Breast cancer patients with tumors that are estrogen receptor (ER)-positive and/or progesterone receptor (PR)-positive have lower risks of mortality after their diagnosis compared to women with ER- and/or PR-negative disease [16]. Clinical trials have also shown that the survival advantage for women with hormone receptor-positive tumors is enhanced by treatment with adjuvant hormonal and/or chemotherapeutic regimens [79]. However, few studies have evaluated variations in the risks of breast cancer-specific mortality across ER/PR status by either demographic or clinical characteristics. The goal of this study was to determine whether the greater relative risk of breast cancer mortality observed among women with hormone receptor-negative tumors was similar for those with different demographic characteristics, such as race/ethnicity, age of cancer diagnosis, and year of cancer diagnosis, and for those with different tumor characteristics, such as stage, grade, tumor size, and histology, using data from Surveillance, Epidemiology, and End Results (SEER), the population-based tumor registry program of the National Cancer Institute (NCI). Such an assessment may further elucidate the relationships between various prognostic indicators in breast cancer and provide knowledge regarding the prognostic utility of ER/PR status by demographic and clinical tumor characteristics.

Materials and methods

Patient selection

The cohort for this study was assembled using data from the NCI's SEER program in the United States [10]. Since the early 1970s, the SEER program has collected incidence and survival data from population-based cancer registries spanning five states and four metropolitan areas: Connecticut, Hawaii, Iowa, New Mexico, Utah, San Francisco-Oakland (CA), Detroit (MI), Seattle (Puget Sound) (WA), and Atlanta (GA). In 1992, two population-based registries were added: San Jose-Monterey (CA) and Los Angeles (CA). SEER began collecting data on ER and PR status in 1990 for breast cancer cases. Therefore, only data from 1 January 1990 through 31 December 2001 were included in this analysis.
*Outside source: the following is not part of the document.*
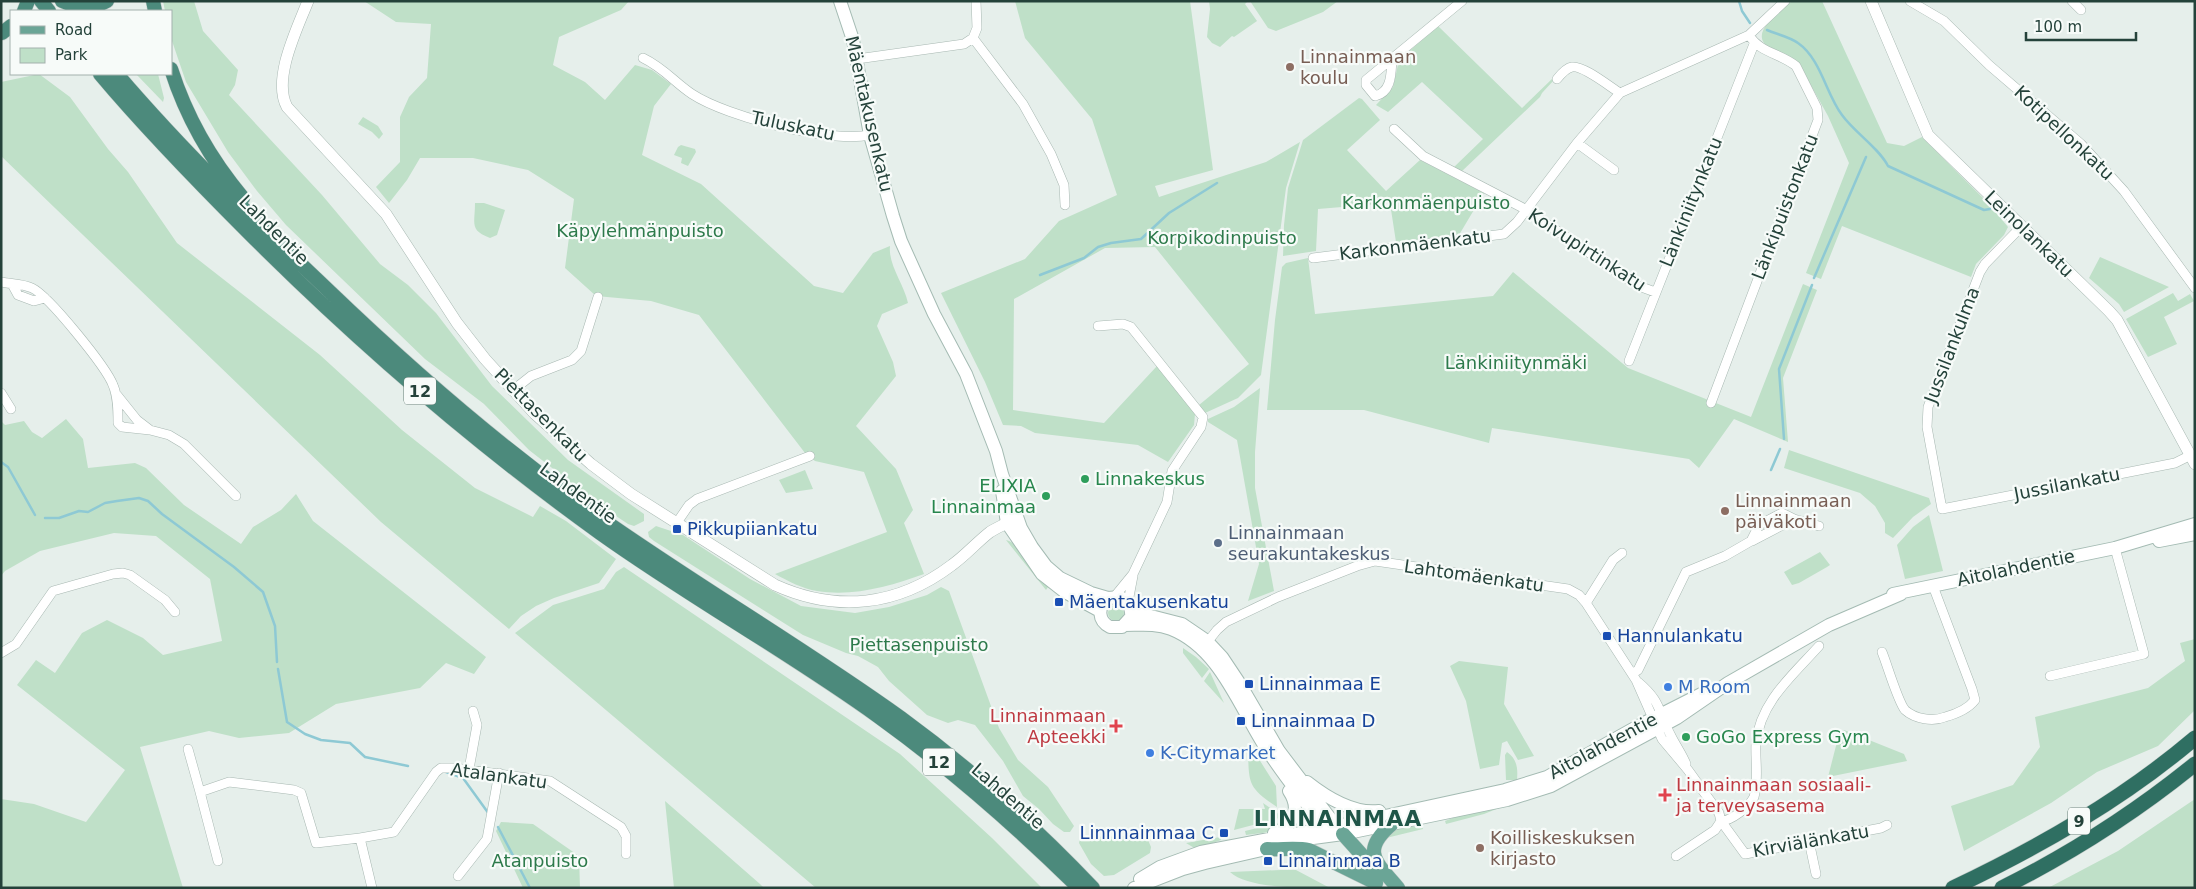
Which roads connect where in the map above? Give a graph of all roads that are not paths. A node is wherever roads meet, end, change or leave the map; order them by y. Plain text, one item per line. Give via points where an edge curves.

We identified 209,276 women at least 30 years old with a primary diagnosis of invasive carcinoma of the breast as potentially eligible subjects for this study. Women under the age of 30 years were excluded because the occurrence of breast cancer among this age group is rare. Also excluded were 1,873 women whose breast carcinomas were diagnosed only by autopsy or death certificate or whose diagnostic confirmation of breast cancer was unknown. Because our primary analysis focused on associations between joint ER/PR status and breast cancer-specific mortality, we excluded 50,291 women missing tumor marker data for ER and/or PR (24% of the total potentially eligible subjects). After the noted exclusions, 155,175 subjects were included in the study.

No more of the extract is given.